» What needs to be done
For every line below, restate it exactly and drop the images.
Segment Open
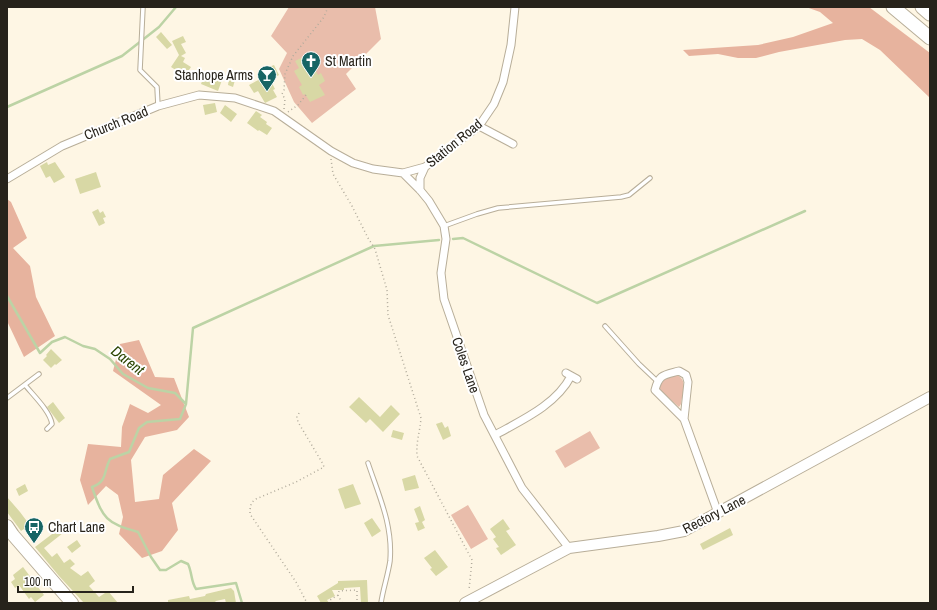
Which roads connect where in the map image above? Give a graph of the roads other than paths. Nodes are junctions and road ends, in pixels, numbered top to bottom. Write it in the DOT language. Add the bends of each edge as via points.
graph roads {
  1 [pos="143,7"];
  2 [pos="515,7"];
  3 [pos="893,7"];
  4 [pos="922,7"];
  5 [pos="930,14"];
  6 [pos="930,38"];
  7 [pos="158,106"];
  8 [pos="479,126"];
  9 [pos="513,144"];
  10 [pos="424,167"];
  11 [pos="403,173"];
  12 [pos="650,178"];
  13 [pos="7,179"];
  14 [pos="420,190"];
  15 [pos="444,226"];
  16 [pos="605,326"];
  17 [pos="39,374"];
  18 [pos="572,376"];
  19 [pos="657,380"];
  20 [pos="25,386"];
  21 [pos="7,398"];
  22 [pos="930,398"];
  23 [pos="684,419"];
  24 [pos="47,430"];
  25 [pos="495,435"];
  26 [pos="368,463"];
  27 [pos="718,513"];
  28 [pos="7,526"];
  29 [pos="568,548"];
  30 [pos="467,602"];
  31 [pos="72,603"];
  32 [pos="381,603"];
  1 -- 7 [label="lane" via="140,70 157,87"];
  2 -- 8 [label="street, Station Road" via="511,45 503,82 494,104"];
  3 -- 6 [label="highway"];
  4 -- 5 [label="highway"];
  7 -- 11 [label="street, Church Road" via="199,95 235,98 274,111 331,151 353,163"];
  7 -- 13 [label="street, Church Road" via="62,146"];
  8 -- 9 [label="street"];
  8 -- 10 [label="street, Station Road"];
  10 -- 11 [label="street, Station Road"];
  10 -- 14 [label="street" via="420,178"];
  11 -- 14 [label="street, Coles Lane"];
  12 -- 15 [label="lane" via="629,195 621,197 498,208"];
  14 -- 15 [label="street, Coles Lane"];
  15 -- 25 [label="street, Coles Lane" via="444,299 484,415"];
  16 -- 19 [label="lane"];
  17 -- 20 [label="lane"];
  18 -- 25 [label="street" via="556,396 530,415"];
  19 -- 23 [label="street" via="655,390"];
  19 -- 23 [label="street" via="661,376 679,371 686,375 688,382"];
  20 -- 21 [label="lane"];
  20 -- 24 [label="lane" via="51,419 52,424"];
  22 -- 27 [label="street, Rectory Lane"];
  23 -- 27 [label="street"];
  25 -- 29 [label="street, Coles Lane" via="522,488"];
  26 -- 32 [label="lane" via="388,521 389,568"];
  27 -- 29 [label="street, Rectory Lane" via="684,531"];
  28 -- 31 [label="main road"];
  29 -- 30 [label="street, Rectory Lane"];
}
Segment Closed
» The answer
Which roads connect where in the map image above? Give a graph of the roads other than paths. Nodes are junctions and road ends, in pixels, numbered top to bottom. Write it in the DOT language. Add the bends of each edge as via points.
graph roads {
  1 [pos="143,7"];
  2 [pos="515,7"];
  3 [pos="893,7"];
  4 [pos="922,7"];
  5 [pos="930,14"];
  6 [pos="930,38"];
  7 [pos="158,106"];
  8 [pos="479,126"];
  9 [pos="513,144"];
  10 [pos="424,167"];
  11 [pos="403,173"];
  12 [pos="650,178"];
  13 [pos="7,179"];
  14 [pos="420,190"];
  15 [pos="444,226"];
  16 [pos="605,326"];
  17 [pos="39,374"];
  18 [pos="572,376"];
  19 [pos="657,380"];
  20 [pos="25,386"];
  21 [pos="7,398"];
  22 [pos="930,398"];
  23 [pos="684,419"];
  24 [pos="47,430"];
  25 [pos="495,435"];
  26 [pos="368,463"];
  27 [pos="718,513"];
  28 [pos="7,526"];
  29 [pos="568,548"];
  30 [pos="467,602"];
  31 [pos="72,603"];
  32 [pos="381,603"];
  1 -- 7 [label="lane" via="140,70 157,87"];
  2 -- 8 [label="street, Station Road" via="511,45 503,82 494,104"];
  3 -- 6 [label="highway"];
  4 -- 5 [label="highway"];
  7 -- 11 [label="street, Church Road" via="199,95 235,98 274,111 331,151 353,163"];
  7 -- 13 [label="street, Church Road" via="62,146"];
  8 -- 9 [label="street"];
  8 -- 10 [label="street, Station Road"];
  10 -- 11 [label="street, Station Road"];
  10 -- 14 [label="street" via="420,178"];
  11 -- 14 [label="street, Coles Lane"];
  12 -- 15 [label="lane" via="629,195 621,197 498,208"];
  14 -- 15 [label="street, Coles Lane"];
  15 -- 25 [label="street, Coles Lane" via="444,299 484,415"];
  16 -- 19 [label="lane"];
  17 -- 20 [label="lane"];
  18 -- 25 [label="street" via="556,396 530,415"];
  19 -- 23 [label="street" via="655,390"];
  19 -- 23 [label="street" via="661,376 679,371 686,375 688,382"];
  20 -- 21 [label="lane"];
  20 -- 24 [label="lane" via="51,419 52,424"];
  22 -- 27 [label="street, Rectory Lane"];
  23 -- 27 [label="street"];
  25 -- 29 [label="street, Coles Lane" via="522,488"];
  26 -- 32 [label="lane" via="388,521 389,568"];
  27 -- 29 [label="street, Rectory Lane" via="684,531"];
  28 -- 31 [label="main road"];
  29 -- 30 [label="street, Rectory Lane"];
}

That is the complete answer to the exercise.